High levels of chloride in the sweat confirm the diagnosis of cystic fibrosis.

Carrier Testing and Prenatal Diagnosis

Cystic fibrosis is caused by a faulty gene inherited from both parents. Individuals can carry this gene without displaying symptoms. If both parents are carriers, there is a risk that their child will be born with CF. Carrier testing involves analyzing DNA from a blood sample or cheek swab to determine if a person carries the faulty gene.
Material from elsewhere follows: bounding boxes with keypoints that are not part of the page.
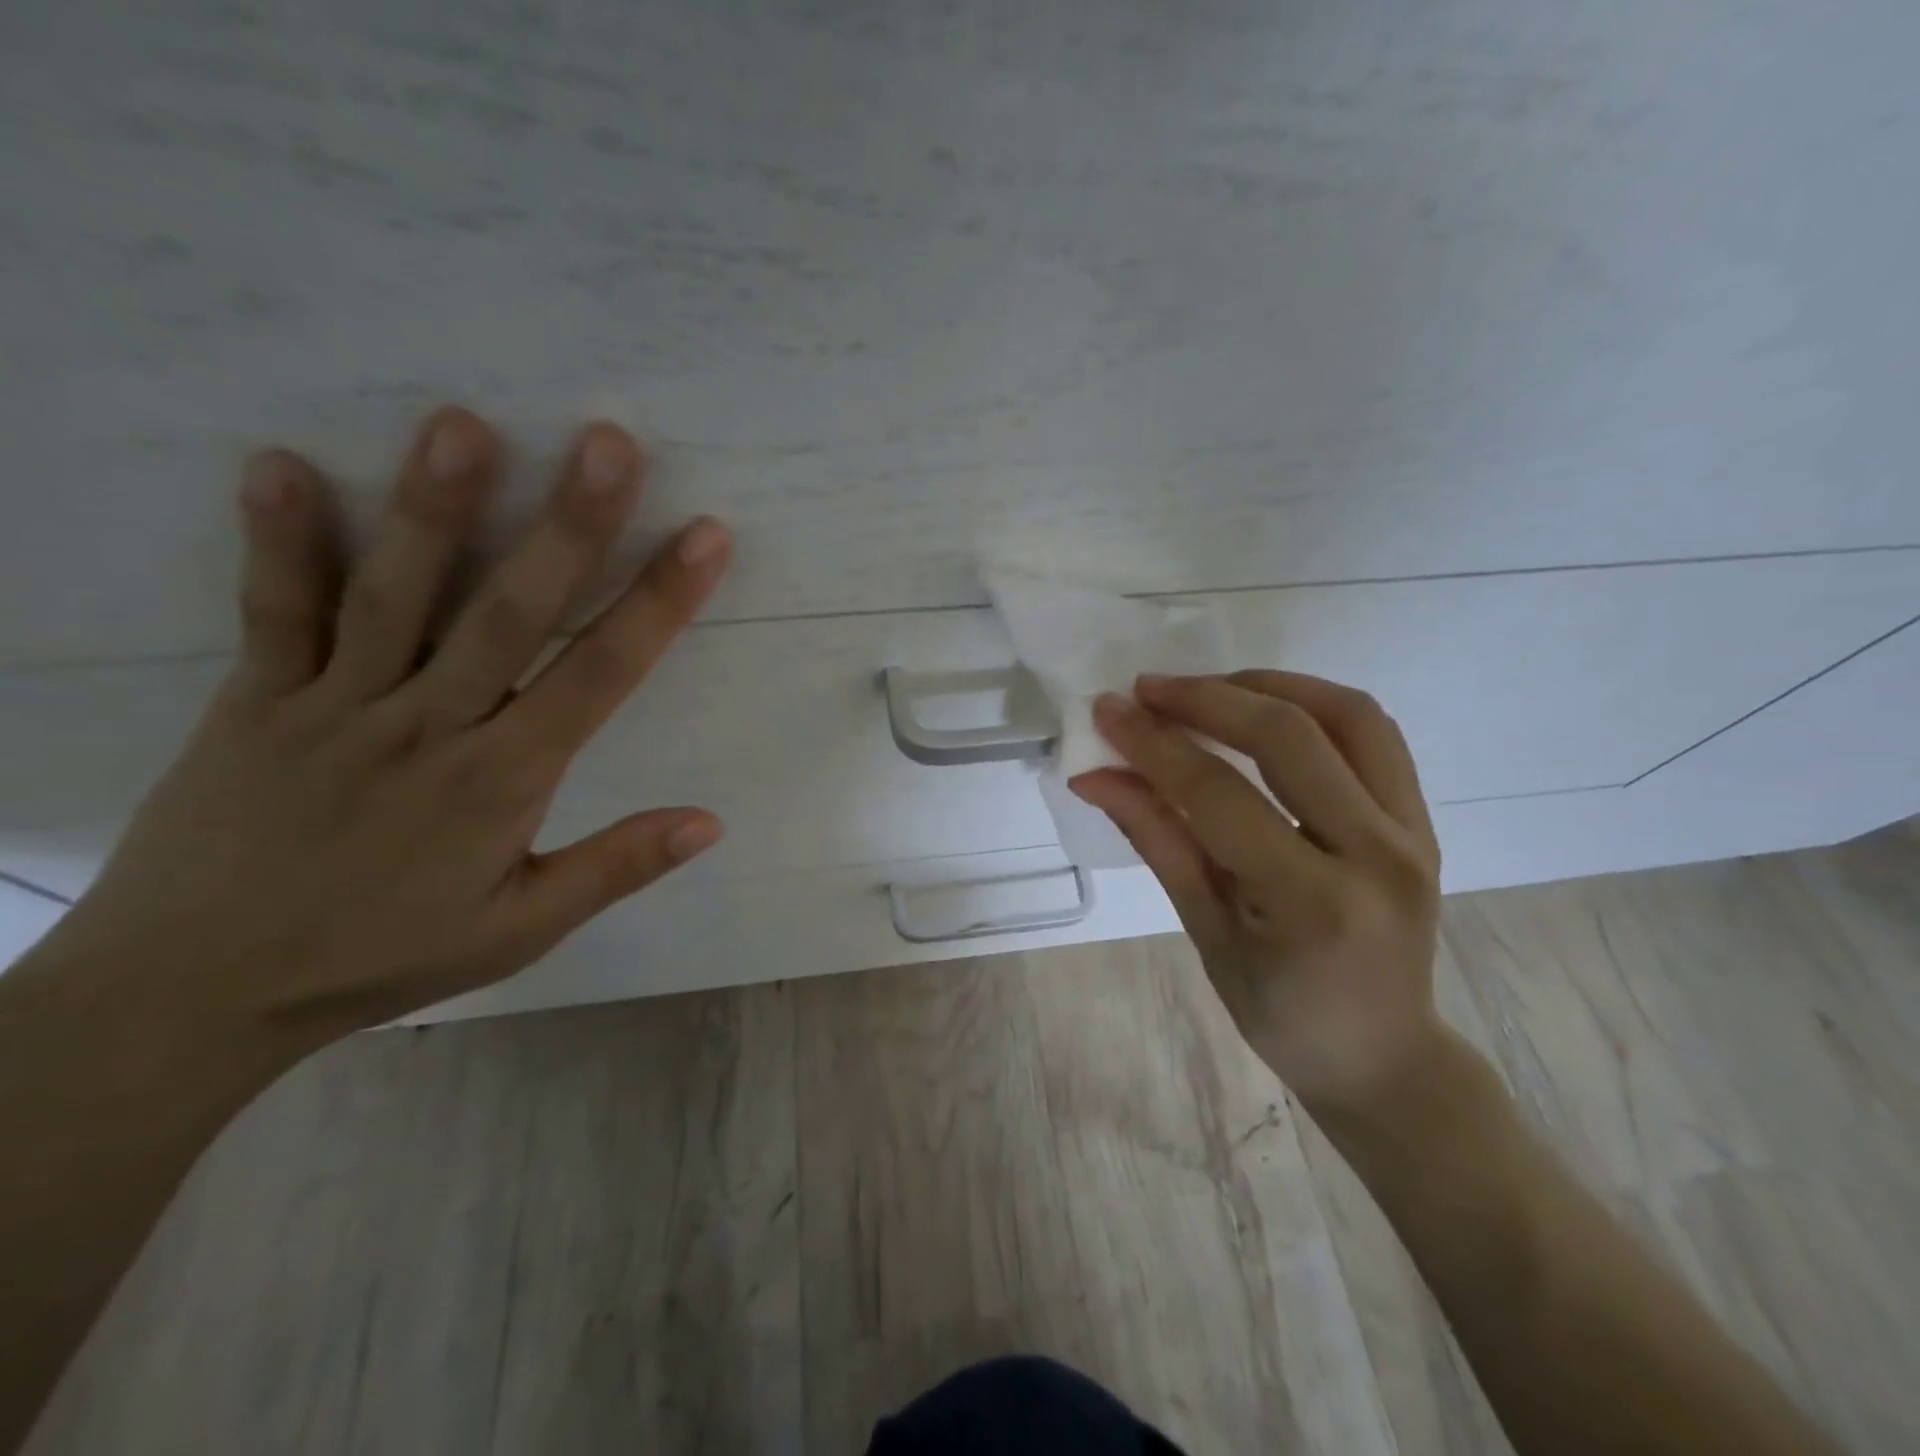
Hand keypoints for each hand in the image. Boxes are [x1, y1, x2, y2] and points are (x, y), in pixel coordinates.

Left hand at [37, 406, 731, 1046]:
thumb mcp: (520, 930)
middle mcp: (427, 727)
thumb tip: (710, 822)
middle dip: (568, 526)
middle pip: (509, 613)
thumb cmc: (384, 954)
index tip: (704, 536)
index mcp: (501, 780)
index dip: (659, 602)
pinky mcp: (256, 700)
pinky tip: (281, 463)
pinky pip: (272, 613)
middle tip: (609, 444)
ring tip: (464, 425)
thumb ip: (616, 868)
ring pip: (395, 595)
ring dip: (432, 508)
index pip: (600, 675)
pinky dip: (276, 540)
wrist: (195, 993)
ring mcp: (336, 706)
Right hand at [1071, 671, 1444, 1115]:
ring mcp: (1414, 832)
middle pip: (1289, 736)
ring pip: (1346, 715)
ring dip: (1267, 686)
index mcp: (1313, 904)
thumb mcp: (1207, 933)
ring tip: (1205, 689)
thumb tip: (1097, 776)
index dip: (1155, 744)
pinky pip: (1372, 734)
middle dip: (1206, 699)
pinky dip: (1313, 703)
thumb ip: (1158, 841)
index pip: (1220, 794)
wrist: (1383, 1056)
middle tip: (1146, 690)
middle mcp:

Prenatal testing is available for pregnant women and their partners if both are found to be carriers. This can be done through amniocentesis (checking the amniotic fluid) between the 15th and 20th week of pregnancy or chorionic villus sampling (CVS) between the 10th and 12th week, which involves testing a sample of placental tissue.

Testing for Adults

If an adult is suspected of having cystic fibrosis and was not tested at birth, doctors may recommend both a genetic test and a sweat test. Symptoms that may prompt testing include repeated bouts of pancreatitis, nasal polyps, frequent sinus and lung infections, and infertility.

If you suspect that you or a loved one may have cystic fibrosis, it is essential to consult with a healthcare provider who specializes in this genetic disease. Early diagnosis and treatment can significantly improve the quality of life for individuals with CF.